**WORKING DATA**
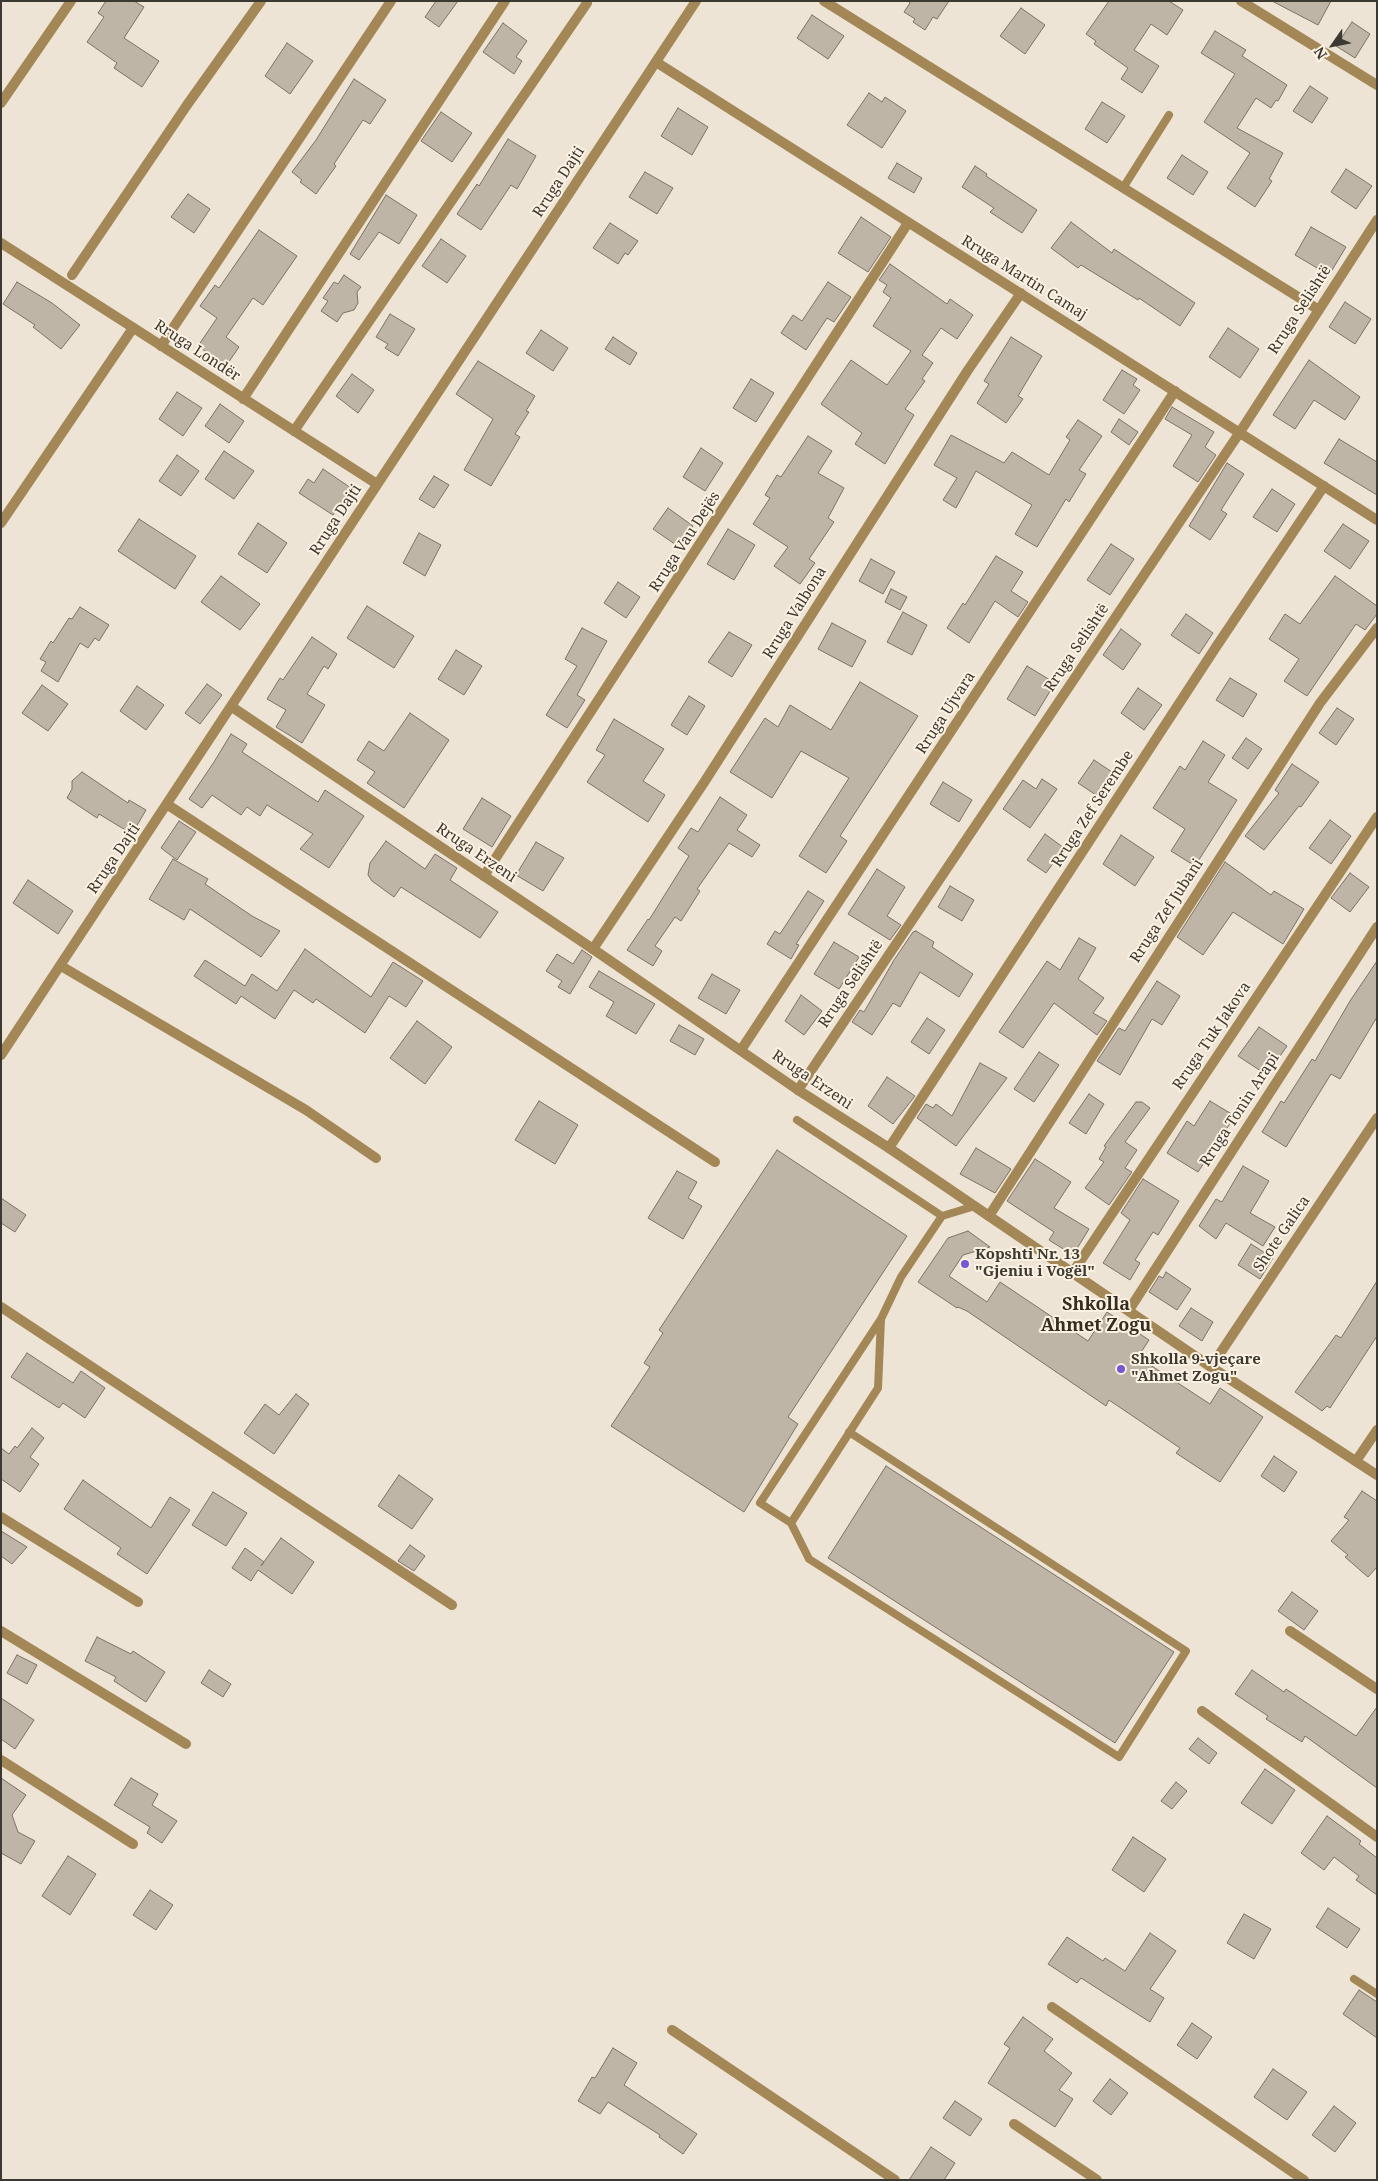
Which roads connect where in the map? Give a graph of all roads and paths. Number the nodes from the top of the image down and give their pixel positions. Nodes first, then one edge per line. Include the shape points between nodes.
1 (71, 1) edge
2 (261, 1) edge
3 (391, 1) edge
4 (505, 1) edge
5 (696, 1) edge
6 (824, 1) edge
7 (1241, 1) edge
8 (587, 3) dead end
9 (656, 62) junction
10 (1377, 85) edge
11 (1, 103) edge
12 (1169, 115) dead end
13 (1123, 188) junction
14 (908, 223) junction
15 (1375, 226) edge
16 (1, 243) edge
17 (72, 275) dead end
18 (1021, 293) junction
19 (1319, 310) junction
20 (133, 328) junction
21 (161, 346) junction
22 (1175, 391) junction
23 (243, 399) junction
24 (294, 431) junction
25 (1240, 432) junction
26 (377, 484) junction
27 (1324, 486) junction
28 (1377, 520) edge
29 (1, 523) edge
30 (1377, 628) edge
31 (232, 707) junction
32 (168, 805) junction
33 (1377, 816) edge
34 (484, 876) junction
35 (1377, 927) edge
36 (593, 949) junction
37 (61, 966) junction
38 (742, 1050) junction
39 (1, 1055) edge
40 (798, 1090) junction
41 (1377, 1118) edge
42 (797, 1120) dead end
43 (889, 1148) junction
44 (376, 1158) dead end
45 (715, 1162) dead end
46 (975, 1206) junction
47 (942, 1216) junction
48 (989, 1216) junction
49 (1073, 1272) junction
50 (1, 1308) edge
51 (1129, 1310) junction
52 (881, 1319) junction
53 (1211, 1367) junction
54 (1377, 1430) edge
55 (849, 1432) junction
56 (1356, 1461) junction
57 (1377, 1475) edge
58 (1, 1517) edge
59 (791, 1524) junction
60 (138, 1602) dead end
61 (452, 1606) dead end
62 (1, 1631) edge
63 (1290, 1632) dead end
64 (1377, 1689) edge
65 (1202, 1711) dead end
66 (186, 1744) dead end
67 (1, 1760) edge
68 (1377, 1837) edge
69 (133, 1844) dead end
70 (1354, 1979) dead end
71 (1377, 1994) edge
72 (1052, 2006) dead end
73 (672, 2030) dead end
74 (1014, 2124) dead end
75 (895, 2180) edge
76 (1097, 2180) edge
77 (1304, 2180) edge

**EXERCISE DIRECTIONS**
Could you return the whole listing exactly, with every picture removed?

**THE COMPLETED TASK**
Which roads connect where in the map? Give a graph of all roads and paths. Number the nodes from the top of the image down and give their pixel positions. Nodes first, then one edge per line. Include the shape points between nodes.
1 (71, 1) edge
2 (261, 1) edge
3 (391, 1) edge
4 (505, 1) edge
5 (696, 1) edge
6 (824, 1) edge
7 (1241, 1) edge
8 (587, 3) dead end
9 (656, 62) junction
10 (1377, 85) edge
11 (1, 103) edge
12 (1169, 115) dead end
13 (1123, 188) junction
14 (908, 223) junction
15 (1375, 226) edge
16 (1, 243) edge
17 (72, 275) dead end
18 (1021, 293) junction
19 (1319, 310) junction
20 (133, 328) junction
21 (161, 346) junction
22 (1175, 391) junction
23 (243, 399) junction
24 (294, 431) junction
25 (1240, 432) junction
26 (377, 484) junction
27 (1324, 486) junction
28 (1377, 520) edge
29 (1, 523) edge
30 (1377, 628) edge
31 (232, 707) junction
32 (168, 805) junction
33 (1377, 816) edge
34 (484, 876) junction
35 (1377, 927) edge
36 (593, 949) junction
37 (61, 966) junction
38 (742, 1050) junction
39 (1, 1055) edge
40 (798, 1090) junction
41 (1377, 1118) edge
42 (797, 1120) dead end
43 (889, 1148) junction
44 (376, 1158) dead end
45 (715, 1162) dead end
46 (975, 1206) junction
47 (942, 1216) junction
48 (989, 1216) junction
49 (1073, 1272) junction
50 (1, 1308) edge
51 (1129, 1310) junction
52 (881, 1319) junction
53 (1211, 1367) junction
54 (1377, 1430) edge
55 (849, 1432) junction
56 (1356, 1461) junction
57 (1377, 1475) edge
58 (1, 1517) edge
59 (791, 1524) junction
60 (138, 1602) dead end
61 (452, 1606) dead end
62 (1, 1631) edge
63 (1290, 1632) dead end
64 (1377, 1689) edge
65 (1202, 1711) dead end
66 (186, 1744) dead end
67 (1, 1760) edge
68 (1377, 1837) edge
69 (133, 1844) dead end
70 (1354, 1979) dead end
71 (1377, 1994) edge
72 (1052, 2006) dead end
73 (672, 2030) dead end
74 (1014, 2124) dead end
75 (895, 2180) edge
76 (1097, 2180) edge
77 (1304, 2180) edge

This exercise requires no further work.